It took 3 days before Dad let me out of my bedroom.
Even though I still needed medical attention, and even with everything that had happened, he still insisted on me being treated from the confines of the bedroom. He instructed the house staff to use the exterior lock on my door to ensure that I didn't try to leave, but he didn't need to. Where would I have gone, anyway?
Confronting anyone seemed impossible. While I had been greeted by Jae-ah and Maid Huang as soon as I returned to the estate, I still hadn't dared to contact anyone else. If my aunt and uncle cared about my return, they certainly didn't show it. It was better that way, though. They hadn't had anything kind to say about me before, so they weren't going to start now that I had been brought back from what should have been death.
The thought of Lucas and Aya twisted like a thorn in my gut, though. In all of the chaos that had happened, the day I left for the military base felt like years ago. I didn't recognize the me in my memory, or why I had decided it better to slip away without saying goodbye. Things had seemed so ephemeral and fragile then. What I didn't realize was that things were actually far more delicate than I knew. The fate of my entire family and lineage rested on me, and...
What? What had I done?
I couldn't make sense of it. I couldn't put together all of the pieces and determine whether I had been right or wrong. I had done some good things, but I had also done many, many bad ones. Where did that leave me? In this thankless plain between heaven and hell, waiting for fate to make its final judgment?
The news played loudly on the TV in the corner of my room.
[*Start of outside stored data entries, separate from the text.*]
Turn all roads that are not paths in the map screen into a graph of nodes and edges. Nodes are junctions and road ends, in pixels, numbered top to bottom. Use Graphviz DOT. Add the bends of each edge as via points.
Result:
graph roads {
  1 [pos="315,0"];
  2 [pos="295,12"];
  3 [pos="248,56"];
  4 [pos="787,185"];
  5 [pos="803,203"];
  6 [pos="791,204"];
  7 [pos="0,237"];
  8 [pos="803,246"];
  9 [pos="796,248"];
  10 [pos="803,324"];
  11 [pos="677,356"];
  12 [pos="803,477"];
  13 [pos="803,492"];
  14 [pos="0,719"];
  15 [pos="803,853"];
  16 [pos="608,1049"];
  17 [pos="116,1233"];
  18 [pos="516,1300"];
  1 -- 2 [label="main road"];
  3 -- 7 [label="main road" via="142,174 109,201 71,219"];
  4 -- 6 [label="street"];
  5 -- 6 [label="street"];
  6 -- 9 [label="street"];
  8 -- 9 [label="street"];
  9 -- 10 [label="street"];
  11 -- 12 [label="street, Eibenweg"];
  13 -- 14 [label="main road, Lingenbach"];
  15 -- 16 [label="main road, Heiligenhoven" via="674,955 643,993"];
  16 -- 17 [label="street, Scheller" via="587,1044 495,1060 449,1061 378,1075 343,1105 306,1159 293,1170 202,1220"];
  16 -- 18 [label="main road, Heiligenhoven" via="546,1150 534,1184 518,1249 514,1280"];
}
I had tried to turn it off, but it seemed that Dad must've instructed the staff to turn it on any time they entered my room. He wanted me to see the chaos I had caused. He wanted the understanding of the situation to wriggle into my psyche and beat me down in the way he hadn't been able to.
And it was working. How was I ever supposed to live a normal life again? How was I supposed to go face the other founding families, including the relatives of the boy I had accidentally—or intentionally—killed? How was I supposed to explain to Lucas why after so many years, I had gone to my death without a word? How the hell was I supposed to look Aya in the eyes and tell her that I killed her fiance, despite knowing that she had been dreaming of marriage all her life?
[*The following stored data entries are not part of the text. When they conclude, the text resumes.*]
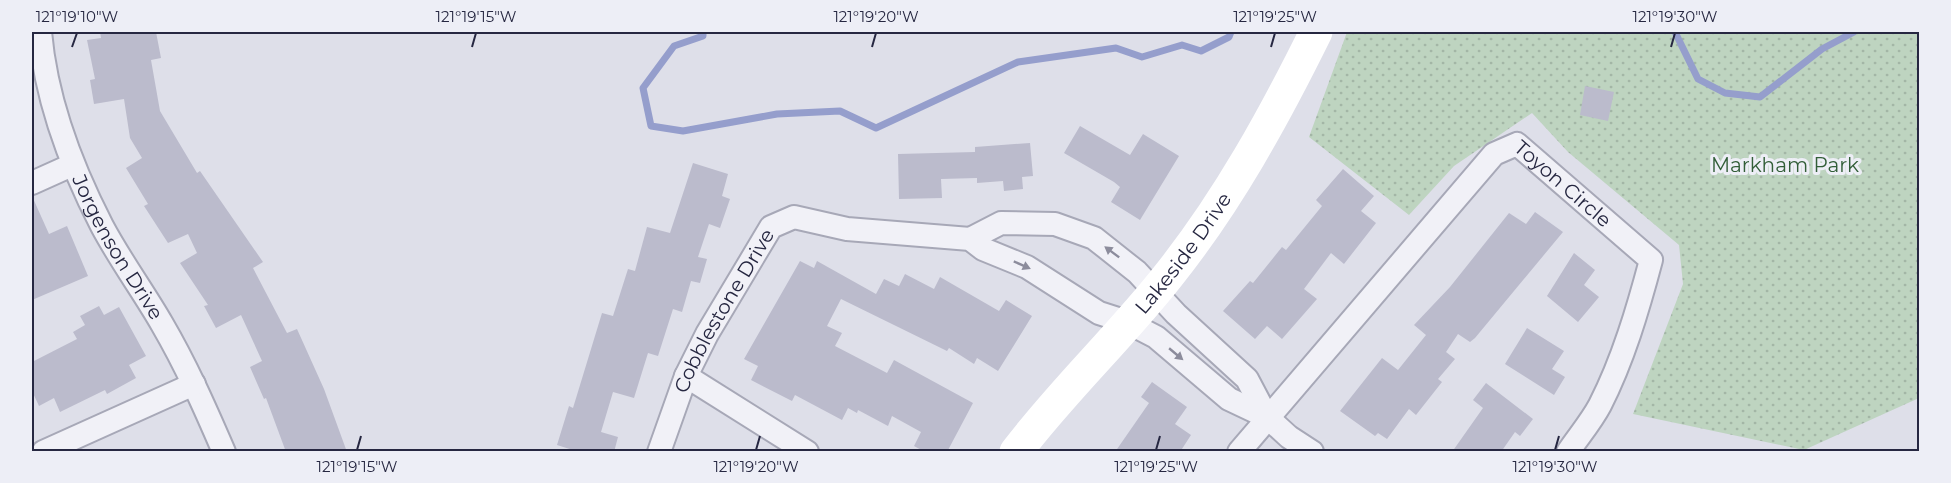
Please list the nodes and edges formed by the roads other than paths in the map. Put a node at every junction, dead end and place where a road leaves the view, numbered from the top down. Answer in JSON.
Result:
{"nodes":[{"id":1,"x":40,"y":32,"type":"edge"},
{"id":2,"x":1316,"y":32,"type":"edge"},
{"id":3,"x":72,"y":165,"type":"junction"},
{"id":4,"x":32,"y":183,"type":"edge"},
{"id":5,"x":970,"y":239,"type":"junction"},
{"id":6,"x":1154,"y":292,"type":"junction"},
{"id":7,"x":1127,"y":322,"type":"junction"},
{"id":8,"x":686,"y":376,"type":"junction"},
{"id":9,"x":194,"y":384,"type":"junction"},
{"id":10,"x":1267,"y":417,"type":"junction"},
{"id":11,"x":43,"y":452,"type":"edge"},
{"id":12,"x":224,"y":452,"type":"edge"},
{"id":13,"x":659,"y":452,"type":"edge"},
{"id":14,"x":807,"y":452,"type":"edge"},
{"id":15,"x":1016,"y":452,"type":"edge"},
{"id":16,"x":1239,"y":452,"type":"edge"},
{"id":17,"x":1312,"y":452,"type":"edge"},
{"id":18,"x":1568,"y":452,"type":"edge"}],
"edges":[{"from":1,"to":3,"type":"street","name":"Jorgenson Drive"},
{"from":2,"to":6,"type":"street","name":"Lakeside Drive"},
{"from":3,"to":4,"type":"street"},
{"from":3,"to":9,"type":"street","name":"Jorgenson Drive"},
{"from":6,"to":5,"type":"street","one_way":true},
{"from":5,"to":7,"type":"street","name":"Cobblestone Drive","one_way":true},
{"from":5,"to":8,"type":"street","name":"Cobblestone Drive"},
{"from":6,"to":7,"type":"street","name":"Lakeside Drive"},
{"from":6,"to":10,"type":"street"},
{"from":7,"to":10,"type":"street","name":"Cobblestone Drive","one_way":true},
{"from":7,"to":15,"type":"street","name":"Lakeside Drive"},
{"from":8,"to":13,"type":"street","name":"Cobblestone Drive"},
{"from":8,"to":14,"type":"street"},
{"from":9,"to":11,"type":"street"},
{"from":9,"to":12,"type":"street","name":"Jorgenson Drive"},
{"from":10,"to":16,"type":"street"},
{"from":10,"to":17,"type":"street"},
{"from":10,"to":18,"type":"street","name":"Toyon Circle"}]}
So if Dad was trying to keep me in my room, he didn't need to try so hard. I was too scared to see the world beyond that door. Somehow, I knew that nothing would be the same as when I returned.
On the fourth day, I went to visit Fern, who was still recovering in the estate infirmary. If I thought I was ready to see her before anyone else, I was wrong. Despite being cleaned of the blood and dirt that caked her skin when I found her, her body was still mottled in deep bruises, slashes, and cuts that went deeper than they should've. Her right arm rested in a sling over her chest, where bandages were wrapped tightly around her torso. Even with thick gauze bandages covering the horrible gash in her forearm, my stomach still roiled with unease and queasiness at the sight of it.
I should have given her more answers, but in the end, the thought was too much. Telling her that she had survived a near-death experience, but had essentially given up all of her autonomy and free will in the process seemed impossible. I could see it in her eyes—she had nearly died, only to come back to this? It was sick and unfair. There was no way around it.
So I said my piece and retreated like a coward, slinking back to the bedroom that I had only just been freed from hours before.
When I pushed through the door, though, someone was waiting for me. At first, I thought that the familiar figure was my brother, but quickly realized that he was much taller than Yun. His muscles tensed as he turned to see me. I watched his eyes trail me up and down, drinking in my features and lingering on every injury or sign of illness that still clung to my frail form. There were many.